• _Task goal_: Could you transcribe every record below exactly as written, excluding the pictures?

****************

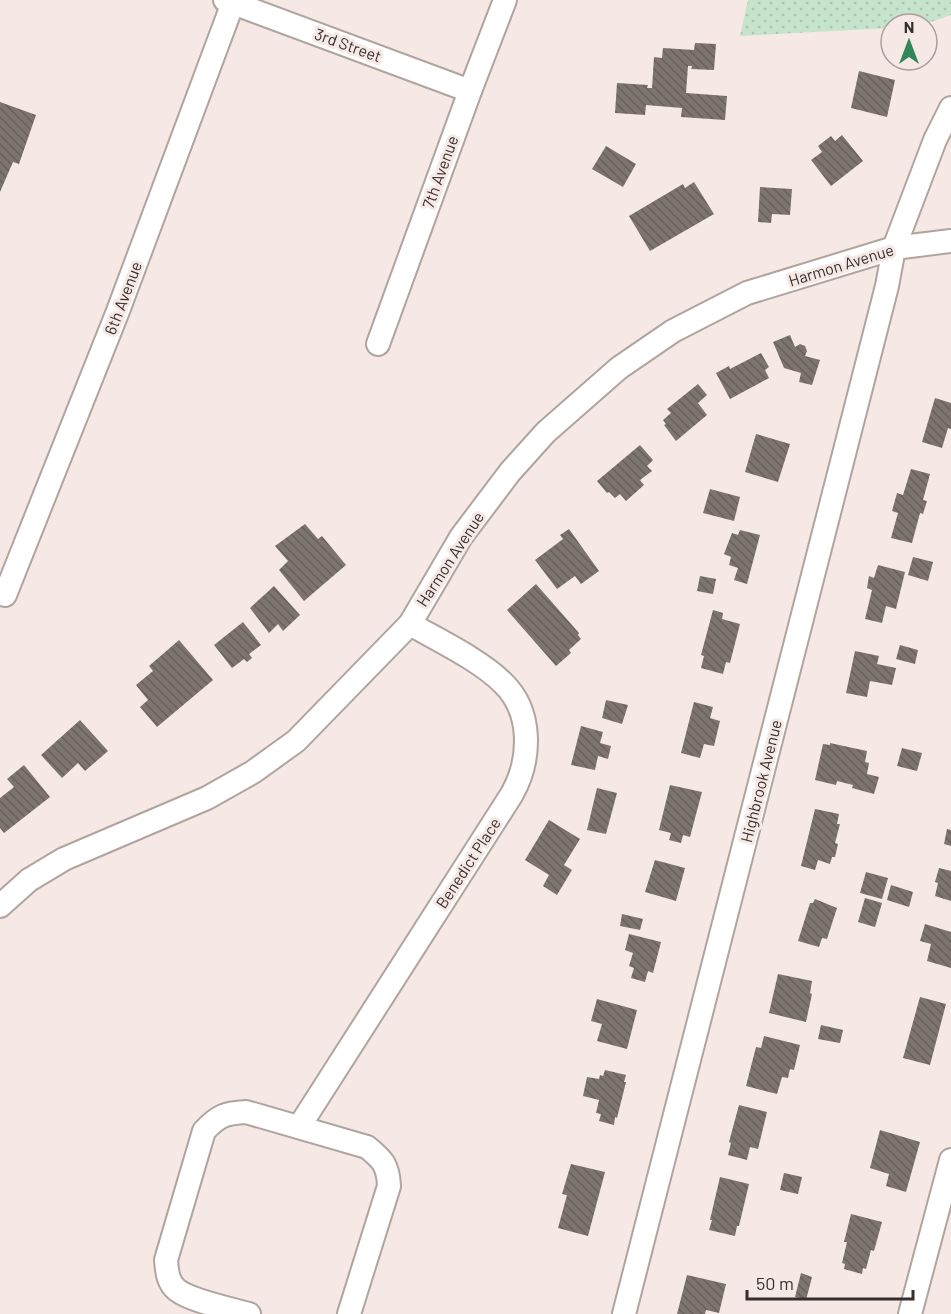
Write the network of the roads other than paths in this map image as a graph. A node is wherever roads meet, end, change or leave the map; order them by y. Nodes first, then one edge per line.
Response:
1 (505, 0) edge
2 (231, 1) edge
3 (470, 91) junction
4 (951, 108) edge
5 (951, 241) edge
6 (894, 248) junction
7 (378, 345) dead end
8 (5, 595) dead end
9 (410, 624) junction
10 (0, 906) edge
11 (299, 1127) junction
12 (951, 1160) edge
13 (249, 1314) edge
14 (349, 1314) edge
15 (624, 1314) edge
16 (910, 1314) edge

1 - 3 street, 7th Avenue
2 - 3 street, 3rd Street
2 - 8 street, 6th Avenue
3 - 7 street, 7th Avenue
4 - 6 street, Highbrook Avenue
5 - 6 street, Harmon Avenue
6 - 9 street, Harmon Avenue
6 - 15 street, Highbrook Avenue
9 - 10 street, Harmon Avenue
9 - 11 street, Benedict Place
11 - 13 street
11 - 14 street
12 - 16 street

****************

• _Solution for this task_:
Write the network of the roads other than paths in this map image as a graph. A node is wherever roads meet, end, change or leave the map; order them by y. Nodes first, then one edge per line.
Response:
1 (505, 0) edge
2 (231, 1) edge
3 (470, 91) junction
4 (951, 108) edge
5 (951, 241) edge
6 (894, 248) junction
7 (378, 345) dead end
8 (5, 595) dead end
9 (410, 624) junction
10 (0, 906) edge
11 (299, 1127) junction
12 (951, 1160) edge
13 (249, 1314) edge
14 (349, 1314) edge
15 (624, 1314) edge
16 (910, 1314) edge

1 - 3 street, 7th Avenue
2 - 3 street, 3rd Street
2 - 8 street, 6th Avenue
3 - 7 street, 7th Avenue
4 - 6 street, Highbrook Avenue
5 - 6 street, Harmon Avenue
6 - 9 street, Harmon Avenue
6 - 15 street, Highbrook Avenue
9 - 10 street, Harmon Avenue
9 - 11 street, Benedict Place
11 - 13 street
11 - 14 street
12 - 16 street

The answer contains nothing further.